Manufacturing has been one of the hottest categories in venture this year, but there are still many innovative materials and processes yet to scale. One example is thermoset composites, materials widely used in aerospace and defense due to their high heat resistance and light weight, but which typically have long lead times and high prices for customers.
Raven Space Systems, a startup based in Kansas City, Missouri, says it has developed a new process to enable the first scalable 3D printing of commercial, off-the-shelf thermoset composite components.
“We’re essentially unlocking an entire field of 3D printing to production scale,” Raven cofounder and CEO Blake Herren said in a recent interview. “We’re taking these off the shelf materials that have been proven for both structures and thermal protection applications, and automating the near net shape production by 3D printing them for the first time.”
Raven is able to do this using a technology they’ve patented called Microwave Assisted Deposition (MAD) 3D printing. Usually thermoset composites require hours or even days in an oven to harden or cure, but the MAD process essentially cures the materials during the printing process, a bit like laser-based metal additive printing.
A part made using raven’s mad 3d printing process. image credit: raven space systemsImage Credits:Raven Space Systems
Herren and his cofounder, Ryan Cowdrey, started working on the technology while grad students at the University of Oklahoma. Around the time they graduated, they landed about a million in grants through the Small Business Innovation and Research program to take the MAD 3D printing concept from whiteboard to prototype. Since 2020, Raven has scored around $4.5 million of non-dilutive contracts from the Air Force, NASA, the National Science Foundation and other awards.
To take the technology to the next level, the startup also just closed a $2 million pre-seed round led by Backswing Ventures with participation from 46 Venture Capital, Mana Ventures, What If Ventures, and Cape Fear Ventures.
The new capital will go toward the company’s first full-scale manufacturing lines: production-scale 3D printers, mixing systems, and machining. By the second quarter of next year, Raven aims to move out of its 3,000-square-foot facility and into a larger factory certified for aerospace production. There, they’ll start manufacturing components for customers, starting with smaller components and scaling up from there.
Raven’s go-to-market strategy is to provide thermal protection components for solid rocket motors and hypersonic vessels initially, because that’s where the two cofounders saw demand from the Department of Defense, Herren said.
“We’re not the world superpower we once were,” he said. “There’s a massive need there — supply chain, bottle-neck issues, everybody has a hair-on-fire problem with these thermal protection and structure materials.”
In these industries, “there are not enough suppliers,” he said. Of the suppliers that do exist, many work in outdated factories using methods dating back decades. Herren said scaling the new 3D printing process will go hand in hand with building a next-gen factory, in order to reduce lead times to days instead of several months or over a year.
“I think the industrial base requires implementing software and robotics into our factories to solve these supply chain issues and, frankly, compete globally,” he said.

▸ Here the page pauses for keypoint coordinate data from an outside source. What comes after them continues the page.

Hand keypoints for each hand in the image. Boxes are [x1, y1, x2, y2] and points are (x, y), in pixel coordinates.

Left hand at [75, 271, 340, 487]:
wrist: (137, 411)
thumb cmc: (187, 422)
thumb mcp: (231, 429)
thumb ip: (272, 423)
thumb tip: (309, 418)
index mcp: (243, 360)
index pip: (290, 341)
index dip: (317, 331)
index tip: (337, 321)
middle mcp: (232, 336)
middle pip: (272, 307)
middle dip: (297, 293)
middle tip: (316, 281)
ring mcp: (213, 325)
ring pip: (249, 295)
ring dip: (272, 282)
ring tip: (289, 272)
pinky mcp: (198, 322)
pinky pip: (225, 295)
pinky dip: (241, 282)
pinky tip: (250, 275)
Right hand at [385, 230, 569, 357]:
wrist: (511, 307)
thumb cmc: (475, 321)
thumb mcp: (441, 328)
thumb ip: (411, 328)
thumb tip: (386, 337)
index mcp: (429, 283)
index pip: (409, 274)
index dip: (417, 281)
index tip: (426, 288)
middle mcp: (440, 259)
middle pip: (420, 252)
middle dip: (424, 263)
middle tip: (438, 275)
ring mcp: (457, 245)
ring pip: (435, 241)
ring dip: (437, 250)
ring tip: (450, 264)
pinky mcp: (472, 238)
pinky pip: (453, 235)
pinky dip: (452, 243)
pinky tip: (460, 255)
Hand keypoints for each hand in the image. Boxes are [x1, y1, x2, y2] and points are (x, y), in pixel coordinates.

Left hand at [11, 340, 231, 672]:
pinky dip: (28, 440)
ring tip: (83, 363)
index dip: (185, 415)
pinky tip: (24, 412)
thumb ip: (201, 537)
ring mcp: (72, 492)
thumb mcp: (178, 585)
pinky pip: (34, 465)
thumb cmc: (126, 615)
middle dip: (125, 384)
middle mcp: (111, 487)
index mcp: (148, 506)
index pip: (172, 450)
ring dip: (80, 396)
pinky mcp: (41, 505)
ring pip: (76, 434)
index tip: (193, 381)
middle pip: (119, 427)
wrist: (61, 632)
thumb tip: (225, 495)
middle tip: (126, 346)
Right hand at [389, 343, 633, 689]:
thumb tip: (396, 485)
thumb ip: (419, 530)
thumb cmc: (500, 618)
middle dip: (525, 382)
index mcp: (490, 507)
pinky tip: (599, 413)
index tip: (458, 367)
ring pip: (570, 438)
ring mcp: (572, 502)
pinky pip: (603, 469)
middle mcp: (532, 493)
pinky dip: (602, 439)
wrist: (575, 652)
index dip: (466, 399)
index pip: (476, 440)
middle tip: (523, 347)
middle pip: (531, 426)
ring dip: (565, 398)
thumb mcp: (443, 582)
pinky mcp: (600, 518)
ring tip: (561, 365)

Beyond hypersonics and rockets, the company has also had conversations with autonomous systems providers, satellite manufacturers and space propulsion. Earlier this week, the company announced it was partnering with reentry capsule developer SpaceWorks to develop 3D-printed reentry vehicle aeroshells — the structure that encapsulates the spacecraft and provides the thermal protection — to enable the DOD to test hypersonic tech.
The tech is still early, in that there are still tech challenges involved with scaling it to print larger structures, Herren admits, but “once it’s fully developed, I see this as changing the way we make large-scale composites.”
“It’s going to take some capital and time to scale up to the very large systems that this can be used for … But right now, it’s simple, small parts, using designs that are delivered by customers, and solving the supply chain issues by really developing the most efficient production lines that we can.”